▶ _Requirement_
In the listing below, pick out lines with "roads".

▶ _Records provided_
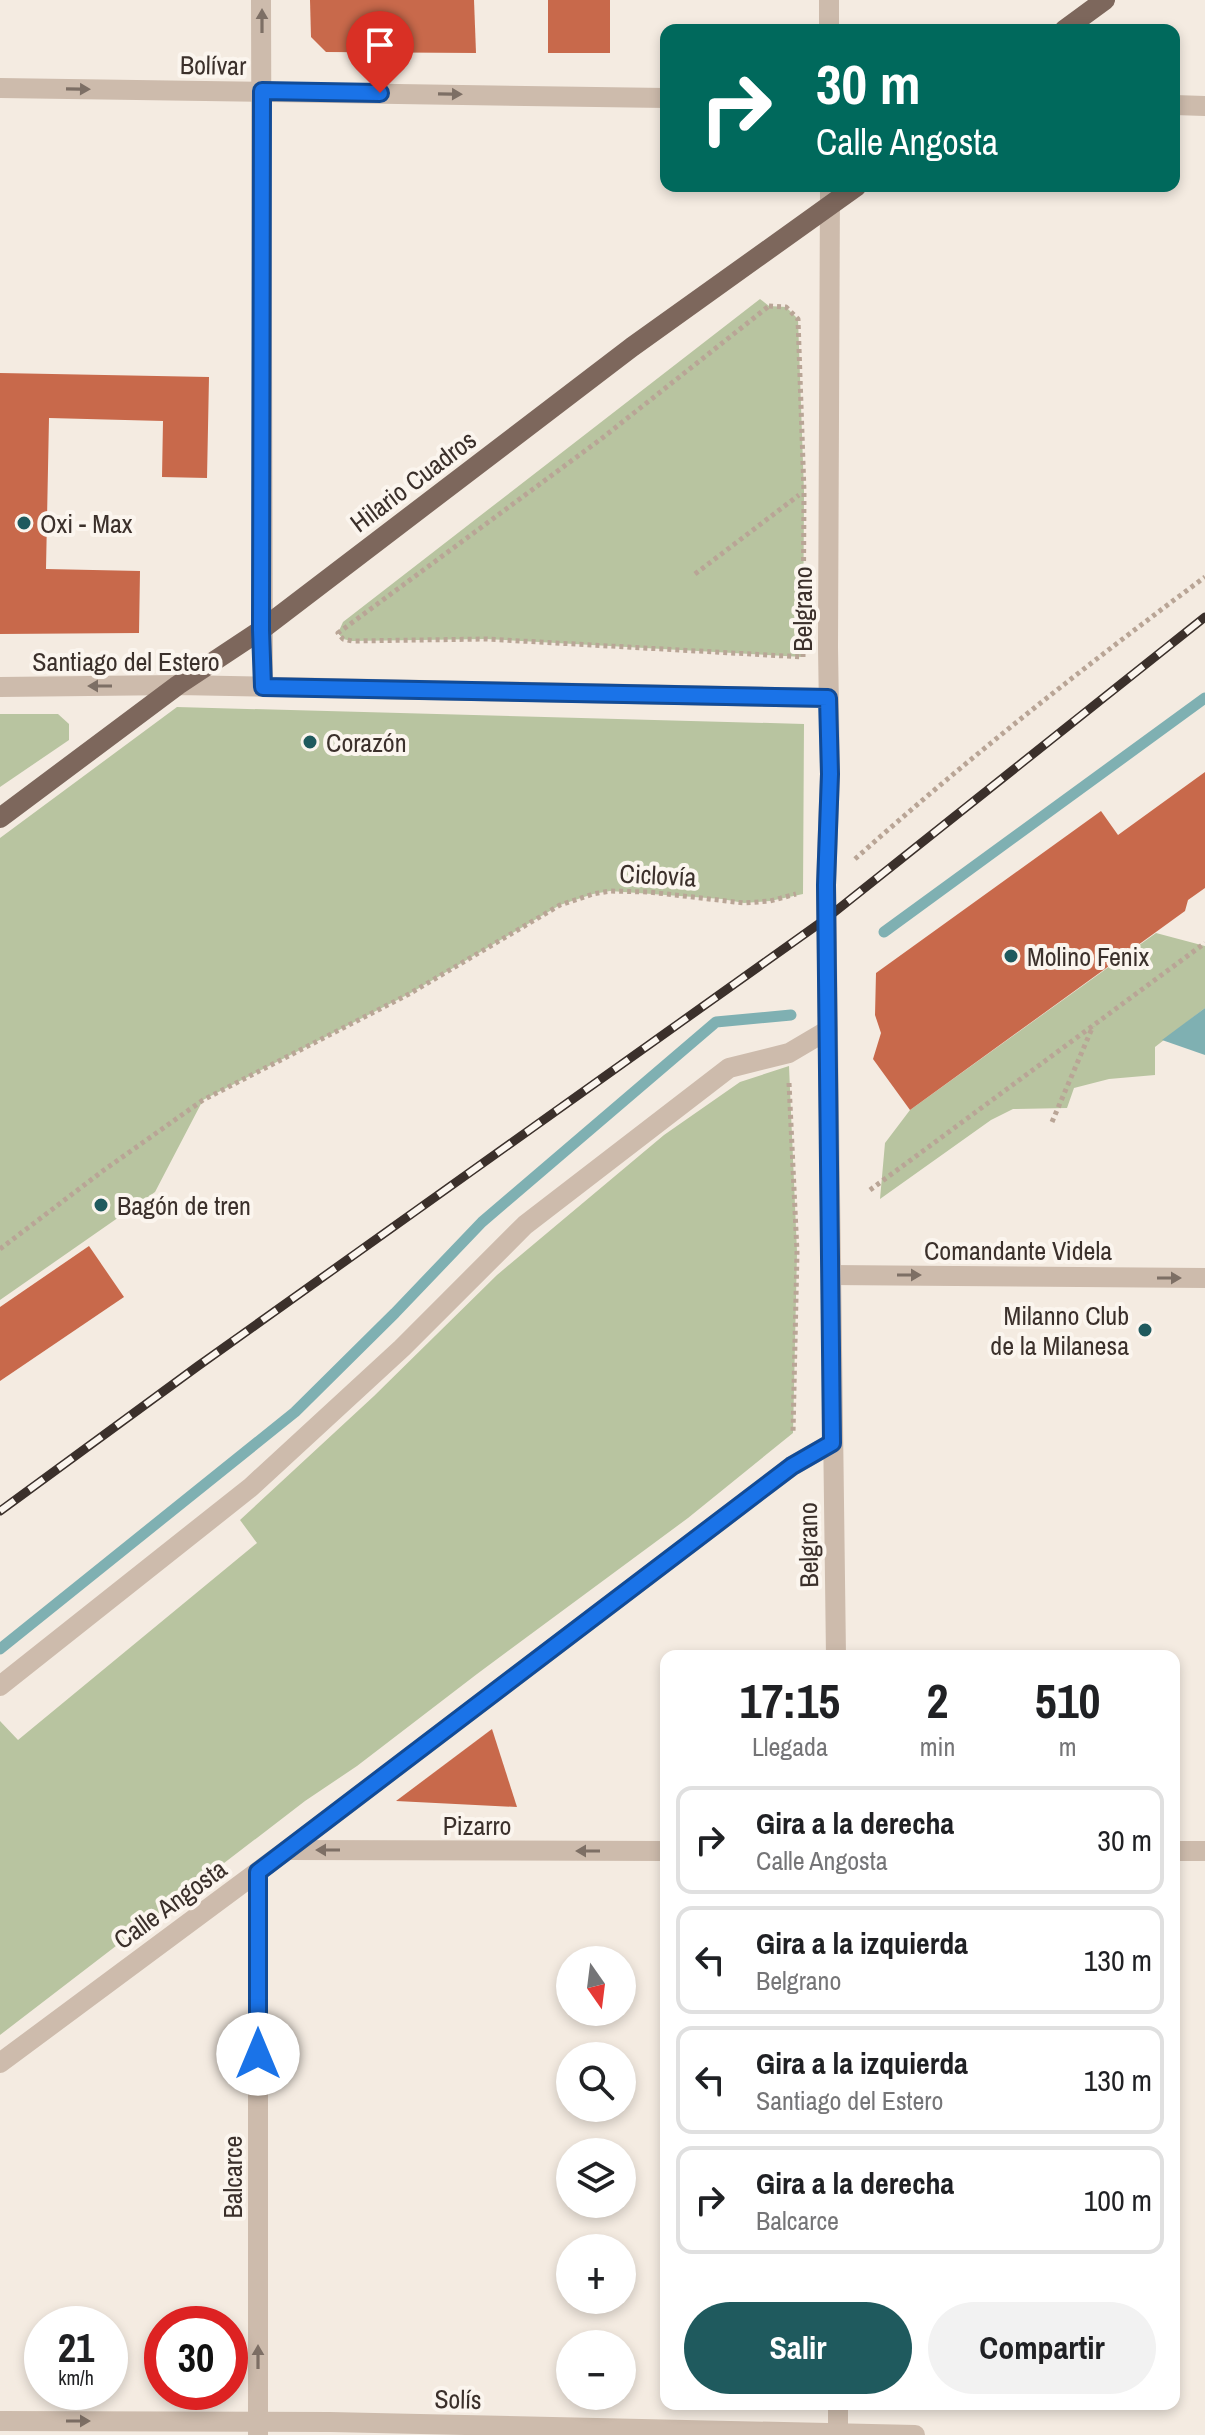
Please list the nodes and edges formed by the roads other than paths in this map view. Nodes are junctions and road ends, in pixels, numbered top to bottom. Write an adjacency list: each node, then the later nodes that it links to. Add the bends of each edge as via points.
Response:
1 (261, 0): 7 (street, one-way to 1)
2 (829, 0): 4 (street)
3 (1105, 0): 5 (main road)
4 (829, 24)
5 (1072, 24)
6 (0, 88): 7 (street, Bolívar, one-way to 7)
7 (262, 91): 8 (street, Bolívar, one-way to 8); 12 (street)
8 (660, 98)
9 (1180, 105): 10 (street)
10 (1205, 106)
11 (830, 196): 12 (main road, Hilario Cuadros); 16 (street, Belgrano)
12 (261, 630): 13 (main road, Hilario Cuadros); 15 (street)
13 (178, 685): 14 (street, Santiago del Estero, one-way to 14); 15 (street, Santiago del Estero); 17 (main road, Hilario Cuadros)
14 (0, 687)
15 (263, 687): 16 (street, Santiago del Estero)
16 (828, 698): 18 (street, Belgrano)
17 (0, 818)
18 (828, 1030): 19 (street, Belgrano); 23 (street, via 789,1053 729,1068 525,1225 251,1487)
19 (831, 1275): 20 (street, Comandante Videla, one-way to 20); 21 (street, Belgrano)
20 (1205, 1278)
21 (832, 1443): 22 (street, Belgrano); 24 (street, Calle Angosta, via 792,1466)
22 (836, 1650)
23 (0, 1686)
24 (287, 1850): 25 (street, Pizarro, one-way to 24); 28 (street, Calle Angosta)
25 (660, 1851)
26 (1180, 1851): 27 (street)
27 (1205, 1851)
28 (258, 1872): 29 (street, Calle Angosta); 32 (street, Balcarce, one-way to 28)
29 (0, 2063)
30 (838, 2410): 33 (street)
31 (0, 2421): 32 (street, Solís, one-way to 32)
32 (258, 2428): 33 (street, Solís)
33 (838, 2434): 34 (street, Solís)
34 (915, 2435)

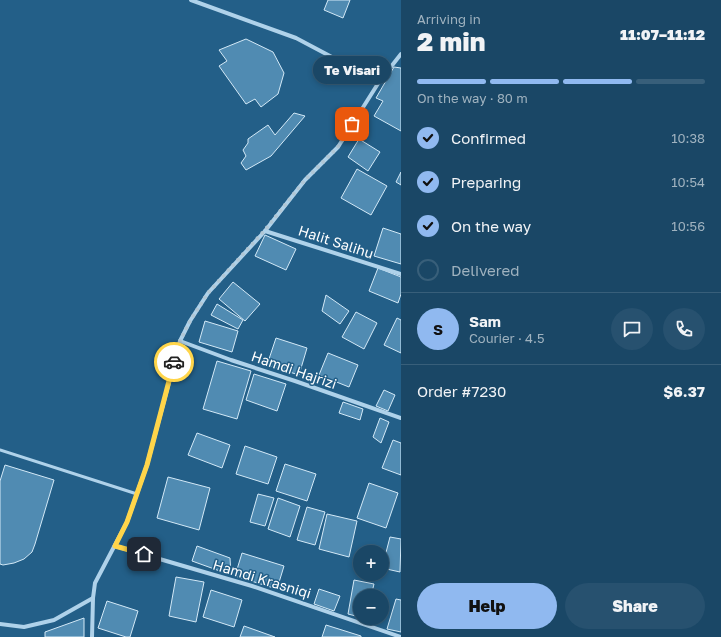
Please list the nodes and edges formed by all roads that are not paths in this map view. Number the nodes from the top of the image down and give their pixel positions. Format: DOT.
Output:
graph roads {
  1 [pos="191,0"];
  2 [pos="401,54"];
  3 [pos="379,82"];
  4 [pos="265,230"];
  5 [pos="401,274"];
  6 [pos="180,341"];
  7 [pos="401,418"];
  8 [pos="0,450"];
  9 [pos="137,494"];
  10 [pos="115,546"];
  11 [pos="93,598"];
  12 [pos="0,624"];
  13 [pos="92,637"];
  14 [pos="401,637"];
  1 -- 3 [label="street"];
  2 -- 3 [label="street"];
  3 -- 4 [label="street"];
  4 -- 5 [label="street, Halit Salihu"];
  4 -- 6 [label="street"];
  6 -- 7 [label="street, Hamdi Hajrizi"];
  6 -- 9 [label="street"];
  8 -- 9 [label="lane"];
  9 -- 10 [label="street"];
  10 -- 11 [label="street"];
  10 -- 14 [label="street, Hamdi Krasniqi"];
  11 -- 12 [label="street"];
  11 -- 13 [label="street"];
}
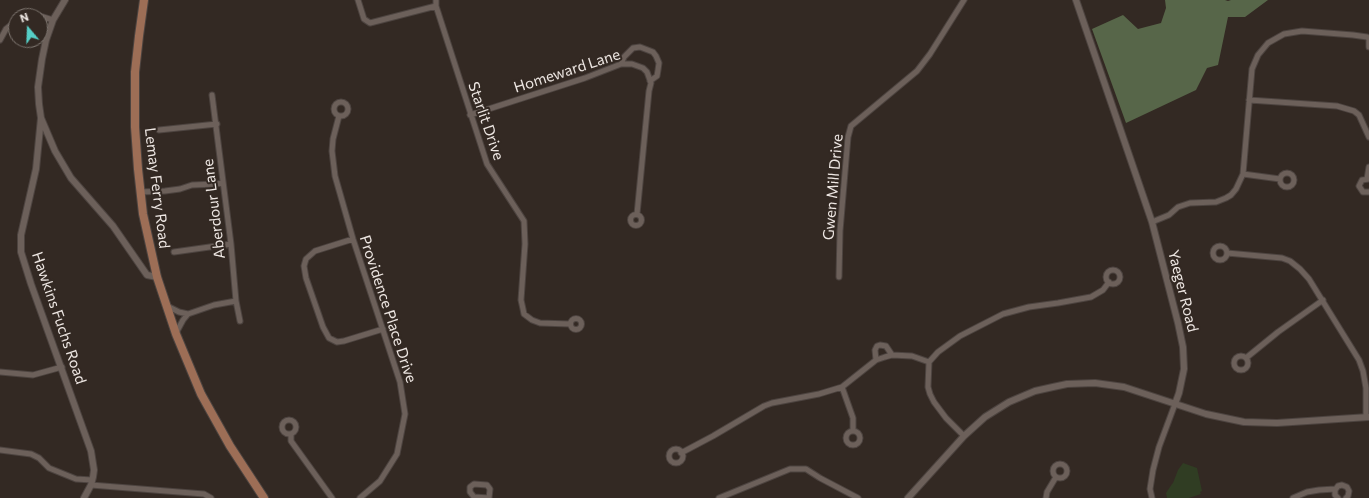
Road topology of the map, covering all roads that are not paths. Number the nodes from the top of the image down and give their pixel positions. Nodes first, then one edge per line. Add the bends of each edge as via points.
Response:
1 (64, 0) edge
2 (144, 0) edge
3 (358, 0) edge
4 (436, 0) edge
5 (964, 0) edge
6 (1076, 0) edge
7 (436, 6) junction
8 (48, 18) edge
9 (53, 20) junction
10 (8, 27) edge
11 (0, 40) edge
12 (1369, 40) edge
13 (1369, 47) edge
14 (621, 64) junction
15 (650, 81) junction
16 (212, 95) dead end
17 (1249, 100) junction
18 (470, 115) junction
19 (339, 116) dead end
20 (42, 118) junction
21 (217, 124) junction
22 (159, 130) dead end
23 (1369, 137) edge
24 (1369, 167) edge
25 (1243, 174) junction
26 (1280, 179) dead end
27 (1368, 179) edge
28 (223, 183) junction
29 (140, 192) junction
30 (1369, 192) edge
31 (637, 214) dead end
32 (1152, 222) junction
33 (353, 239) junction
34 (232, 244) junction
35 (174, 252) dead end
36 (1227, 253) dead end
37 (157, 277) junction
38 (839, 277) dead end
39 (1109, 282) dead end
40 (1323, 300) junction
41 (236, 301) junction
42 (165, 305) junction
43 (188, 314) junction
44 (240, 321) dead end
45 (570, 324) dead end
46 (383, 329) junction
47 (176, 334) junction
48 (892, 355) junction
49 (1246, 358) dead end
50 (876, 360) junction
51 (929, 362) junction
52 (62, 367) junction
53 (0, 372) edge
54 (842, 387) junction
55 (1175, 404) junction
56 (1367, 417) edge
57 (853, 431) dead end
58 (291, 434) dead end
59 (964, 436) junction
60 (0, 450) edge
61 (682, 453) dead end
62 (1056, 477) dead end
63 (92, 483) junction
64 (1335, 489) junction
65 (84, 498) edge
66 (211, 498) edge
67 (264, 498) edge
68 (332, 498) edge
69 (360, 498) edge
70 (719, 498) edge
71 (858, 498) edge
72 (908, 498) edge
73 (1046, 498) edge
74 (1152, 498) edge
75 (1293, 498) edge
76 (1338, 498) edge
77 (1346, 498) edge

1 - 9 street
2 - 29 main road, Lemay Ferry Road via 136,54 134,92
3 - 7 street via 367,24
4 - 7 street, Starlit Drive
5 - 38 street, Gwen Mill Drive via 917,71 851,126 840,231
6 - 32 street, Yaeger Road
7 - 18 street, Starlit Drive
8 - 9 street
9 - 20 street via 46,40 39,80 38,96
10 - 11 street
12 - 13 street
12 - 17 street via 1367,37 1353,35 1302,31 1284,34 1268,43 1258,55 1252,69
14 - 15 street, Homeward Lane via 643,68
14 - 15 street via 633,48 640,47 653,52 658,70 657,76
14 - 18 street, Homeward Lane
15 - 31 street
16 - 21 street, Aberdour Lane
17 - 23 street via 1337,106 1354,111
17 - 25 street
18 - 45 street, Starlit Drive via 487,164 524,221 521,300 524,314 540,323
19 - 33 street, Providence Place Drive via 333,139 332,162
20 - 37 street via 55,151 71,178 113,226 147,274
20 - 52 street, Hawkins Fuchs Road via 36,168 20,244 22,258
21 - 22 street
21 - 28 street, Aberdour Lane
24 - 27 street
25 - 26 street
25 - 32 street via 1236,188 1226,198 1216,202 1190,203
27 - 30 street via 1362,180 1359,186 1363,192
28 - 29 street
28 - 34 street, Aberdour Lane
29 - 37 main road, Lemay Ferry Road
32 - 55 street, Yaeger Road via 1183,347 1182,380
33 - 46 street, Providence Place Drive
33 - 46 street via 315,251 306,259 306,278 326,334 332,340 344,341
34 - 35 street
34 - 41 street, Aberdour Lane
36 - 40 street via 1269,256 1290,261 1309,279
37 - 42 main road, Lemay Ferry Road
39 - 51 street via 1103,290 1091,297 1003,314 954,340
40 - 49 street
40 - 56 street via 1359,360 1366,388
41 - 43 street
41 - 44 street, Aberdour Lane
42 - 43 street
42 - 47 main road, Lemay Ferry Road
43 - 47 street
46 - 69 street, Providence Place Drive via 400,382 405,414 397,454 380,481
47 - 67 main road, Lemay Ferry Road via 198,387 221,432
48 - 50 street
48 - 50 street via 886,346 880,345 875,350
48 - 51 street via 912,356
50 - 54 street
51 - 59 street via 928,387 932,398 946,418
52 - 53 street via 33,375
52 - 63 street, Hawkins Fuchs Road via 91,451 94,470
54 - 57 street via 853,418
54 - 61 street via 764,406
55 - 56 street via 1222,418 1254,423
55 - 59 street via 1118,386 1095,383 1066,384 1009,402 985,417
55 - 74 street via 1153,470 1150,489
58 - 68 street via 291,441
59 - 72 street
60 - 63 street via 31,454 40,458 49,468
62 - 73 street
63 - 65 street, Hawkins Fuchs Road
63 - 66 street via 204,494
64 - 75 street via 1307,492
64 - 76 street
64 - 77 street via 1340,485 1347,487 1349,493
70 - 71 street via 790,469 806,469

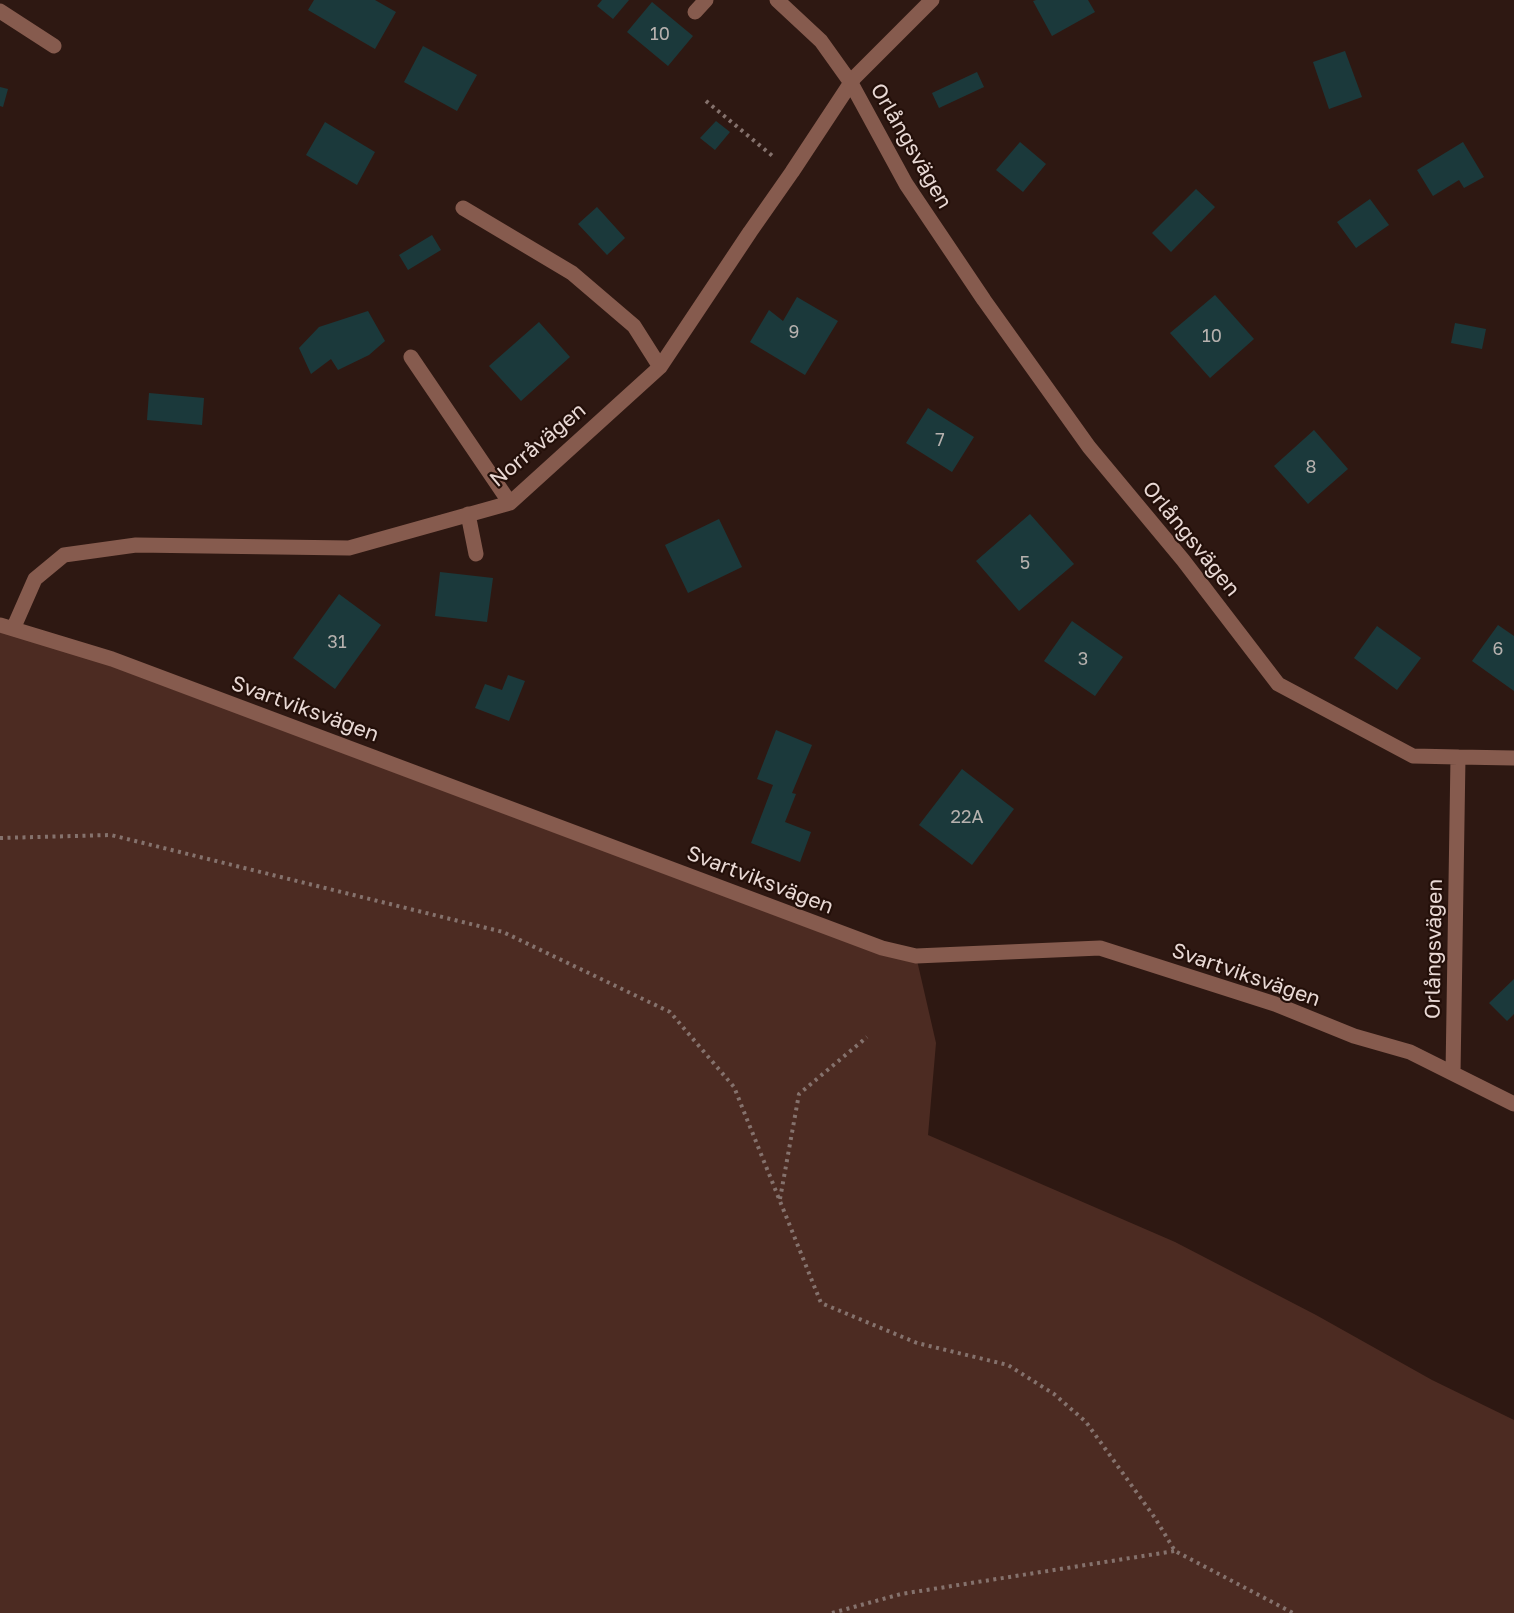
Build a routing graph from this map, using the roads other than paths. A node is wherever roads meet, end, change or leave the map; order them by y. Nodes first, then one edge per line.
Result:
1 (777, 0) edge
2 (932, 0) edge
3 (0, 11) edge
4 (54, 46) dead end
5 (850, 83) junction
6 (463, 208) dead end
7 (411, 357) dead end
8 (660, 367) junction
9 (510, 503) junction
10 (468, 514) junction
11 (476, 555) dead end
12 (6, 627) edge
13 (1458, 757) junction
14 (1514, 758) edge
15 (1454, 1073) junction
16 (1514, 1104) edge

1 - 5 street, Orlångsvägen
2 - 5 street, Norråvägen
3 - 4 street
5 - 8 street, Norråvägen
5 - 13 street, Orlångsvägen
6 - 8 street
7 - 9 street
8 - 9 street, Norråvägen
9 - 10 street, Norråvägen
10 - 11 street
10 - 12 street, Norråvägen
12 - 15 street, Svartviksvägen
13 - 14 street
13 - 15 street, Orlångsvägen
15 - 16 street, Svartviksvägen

▶ _Exercise solution_
Please list the nodes and edges formed by the roads other than paths in this map view. Nodes are junctions and road ends, in pixels, numbered top to bottom. Write an adjacency list: each node, then the later nodes that it links to. Add the bends of each edge as via points.
Please list the nodes and edges formed by all roads that are not paths in this map view. Number the nodes from the top of the image down and give their pixel positions. Format: DOT.
graph roads {
Road topology of the map, covering all roads that are not paths. Number the nodes from the top of the image down and give their pixel positions. Nodes first, then one edge per line. Add the bends of each edge as via points.
Build a routing graph from this map, using the roads other than paths. A node is wherever roads meet, end, change or leave the map; order them by y. Nodes first, then one edge per line.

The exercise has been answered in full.